▶ [Requirement]:
Beneath this task are records; tally the lines in them that contain "points" and report only the number.
Input records START
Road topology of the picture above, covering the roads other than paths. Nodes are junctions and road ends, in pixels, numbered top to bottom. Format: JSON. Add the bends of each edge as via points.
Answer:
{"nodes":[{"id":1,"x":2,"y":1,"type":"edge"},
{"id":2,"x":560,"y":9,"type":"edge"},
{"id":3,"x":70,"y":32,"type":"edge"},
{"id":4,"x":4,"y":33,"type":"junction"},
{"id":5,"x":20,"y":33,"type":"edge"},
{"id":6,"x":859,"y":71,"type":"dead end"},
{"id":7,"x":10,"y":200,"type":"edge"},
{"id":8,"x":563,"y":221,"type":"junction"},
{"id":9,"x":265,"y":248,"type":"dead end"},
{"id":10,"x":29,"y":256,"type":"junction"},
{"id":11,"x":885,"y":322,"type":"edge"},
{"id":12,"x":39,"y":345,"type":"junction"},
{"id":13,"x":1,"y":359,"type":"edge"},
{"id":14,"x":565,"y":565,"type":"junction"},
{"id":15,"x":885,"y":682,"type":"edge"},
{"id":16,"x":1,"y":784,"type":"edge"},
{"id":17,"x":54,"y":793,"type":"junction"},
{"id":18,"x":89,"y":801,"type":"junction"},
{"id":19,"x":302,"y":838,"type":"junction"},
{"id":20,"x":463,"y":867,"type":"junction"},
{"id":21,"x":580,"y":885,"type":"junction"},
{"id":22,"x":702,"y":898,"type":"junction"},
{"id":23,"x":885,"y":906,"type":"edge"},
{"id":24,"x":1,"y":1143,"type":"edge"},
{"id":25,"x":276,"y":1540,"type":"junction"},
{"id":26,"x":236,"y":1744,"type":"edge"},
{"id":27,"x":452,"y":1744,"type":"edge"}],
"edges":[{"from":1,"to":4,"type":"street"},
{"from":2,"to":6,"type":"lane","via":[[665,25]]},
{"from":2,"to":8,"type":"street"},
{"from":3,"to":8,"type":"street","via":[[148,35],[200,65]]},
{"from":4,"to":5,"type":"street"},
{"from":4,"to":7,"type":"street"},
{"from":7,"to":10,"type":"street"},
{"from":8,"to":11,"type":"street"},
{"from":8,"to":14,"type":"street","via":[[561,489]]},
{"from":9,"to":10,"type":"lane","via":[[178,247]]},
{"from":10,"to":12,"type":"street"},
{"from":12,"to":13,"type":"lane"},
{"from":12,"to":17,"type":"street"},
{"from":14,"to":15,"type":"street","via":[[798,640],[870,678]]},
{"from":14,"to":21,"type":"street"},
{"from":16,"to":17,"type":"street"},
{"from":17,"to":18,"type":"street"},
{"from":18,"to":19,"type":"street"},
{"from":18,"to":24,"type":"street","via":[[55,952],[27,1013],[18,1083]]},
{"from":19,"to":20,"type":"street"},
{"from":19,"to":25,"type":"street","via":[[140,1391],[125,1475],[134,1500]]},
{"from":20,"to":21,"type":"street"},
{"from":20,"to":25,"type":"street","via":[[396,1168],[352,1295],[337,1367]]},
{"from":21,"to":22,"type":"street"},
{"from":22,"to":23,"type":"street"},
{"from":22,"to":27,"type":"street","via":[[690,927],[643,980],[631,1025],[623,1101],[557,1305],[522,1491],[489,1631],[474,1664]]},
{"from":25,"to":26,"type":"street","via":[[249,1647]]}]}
Input records END
Input records START
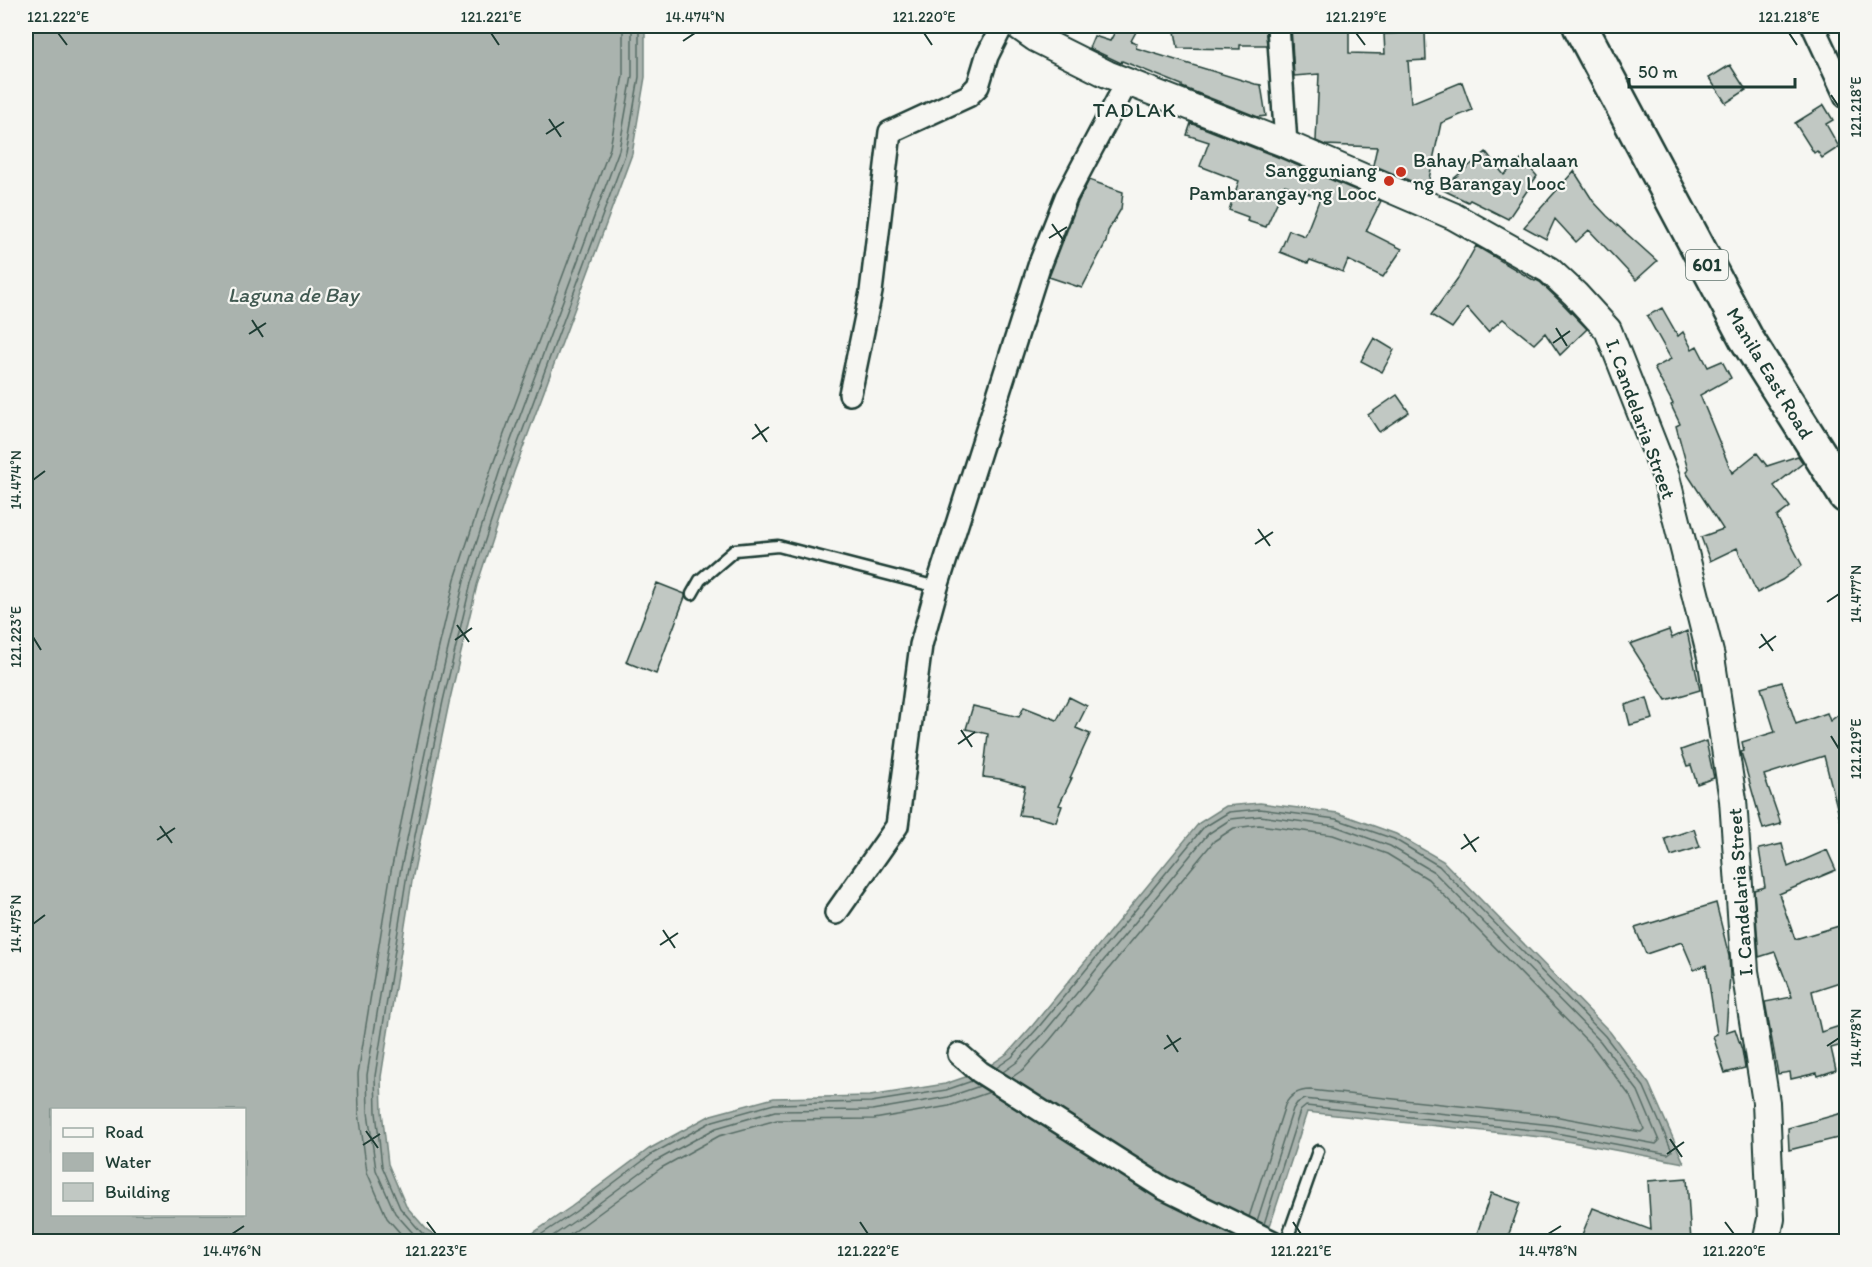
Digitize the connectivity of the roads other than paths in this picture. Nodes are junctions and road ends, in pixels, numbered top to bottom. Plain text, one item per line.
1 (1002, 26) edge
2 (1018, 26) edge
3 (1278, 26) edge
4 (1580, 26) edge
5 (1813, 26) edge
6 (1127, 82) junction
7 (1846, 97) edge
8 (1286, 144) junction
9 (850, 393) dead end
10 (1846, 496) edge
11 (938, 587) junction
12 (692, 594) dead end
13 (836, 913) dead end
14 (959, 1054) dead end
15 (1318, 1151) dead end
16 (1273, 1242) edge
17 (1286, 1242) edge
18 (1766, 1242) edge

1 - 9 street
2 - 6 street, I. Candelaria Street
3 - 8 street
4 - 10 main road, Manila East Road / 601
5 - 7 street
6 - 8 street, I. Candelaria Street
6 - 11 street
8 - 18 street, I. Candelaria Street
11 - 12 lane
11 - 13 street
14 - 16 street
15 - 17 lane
Input records END
Input records START
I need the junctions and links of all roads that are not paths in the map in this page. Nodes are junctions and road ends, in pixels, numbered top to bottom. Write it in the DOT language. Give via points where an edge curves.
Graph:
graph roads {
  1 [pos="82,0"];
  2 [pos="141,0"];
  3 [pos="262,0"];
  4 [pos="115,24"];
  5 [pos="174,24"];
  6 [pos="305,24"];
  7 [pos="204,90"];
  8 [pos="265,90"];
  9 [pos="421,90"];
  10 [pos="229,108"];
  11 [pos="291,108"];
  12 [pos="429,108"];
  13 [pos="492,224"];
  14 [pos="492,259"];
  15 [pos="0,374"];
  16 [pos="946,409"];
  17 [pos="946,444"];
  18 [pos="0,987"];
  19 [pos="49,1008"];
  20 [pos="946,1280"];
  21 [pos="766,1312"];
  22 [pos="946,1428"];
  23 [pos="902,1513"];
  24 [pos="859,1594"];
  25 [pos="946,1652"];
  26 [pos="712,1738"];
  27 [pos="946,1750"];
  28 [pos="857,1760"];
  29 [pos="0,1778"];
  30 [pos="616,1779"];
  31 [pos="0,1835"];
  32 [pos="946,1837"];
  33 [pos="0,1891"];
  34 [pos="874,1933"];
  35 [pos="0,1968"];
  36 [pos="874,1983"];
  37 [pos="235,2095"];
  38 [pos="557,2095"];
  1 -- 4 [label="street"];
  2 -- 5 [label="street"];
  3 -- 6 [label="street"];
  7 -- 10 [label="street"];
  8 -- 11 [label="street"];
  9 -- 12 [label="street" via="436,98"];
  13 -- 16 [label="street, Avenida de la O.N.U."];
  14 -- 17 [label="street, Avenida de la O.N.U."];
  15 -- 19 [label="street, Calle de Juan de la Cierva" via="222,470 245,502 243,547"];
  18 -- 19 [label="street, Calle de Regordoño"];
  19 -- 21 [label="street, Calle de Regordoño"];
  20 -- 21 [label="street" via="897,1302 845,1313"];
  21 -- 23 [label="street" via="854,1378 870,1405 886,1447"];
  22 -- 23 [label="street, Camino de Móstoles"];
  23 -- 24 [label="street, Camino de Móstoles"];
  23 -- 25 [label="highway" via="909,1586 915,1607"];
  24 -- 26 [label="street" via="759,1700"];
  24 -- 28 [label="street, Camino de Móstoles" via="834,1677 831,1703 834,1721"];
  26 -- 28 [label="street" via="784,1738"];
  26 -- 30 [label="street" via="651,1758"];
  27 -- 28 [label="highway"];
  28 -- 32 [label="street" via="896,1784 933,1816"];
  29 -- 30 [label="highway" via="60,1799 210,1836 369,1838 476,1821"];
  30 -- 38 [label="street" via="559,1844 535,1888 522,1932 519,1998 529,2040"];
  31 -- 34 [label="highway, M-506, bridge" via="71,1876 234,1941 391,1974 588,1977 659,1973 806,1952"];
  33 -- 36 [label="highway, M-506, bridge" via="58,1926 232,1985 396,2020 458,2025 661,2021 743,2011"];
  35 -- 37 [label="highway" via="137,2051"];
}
Input records END
▶ [The answer]:
2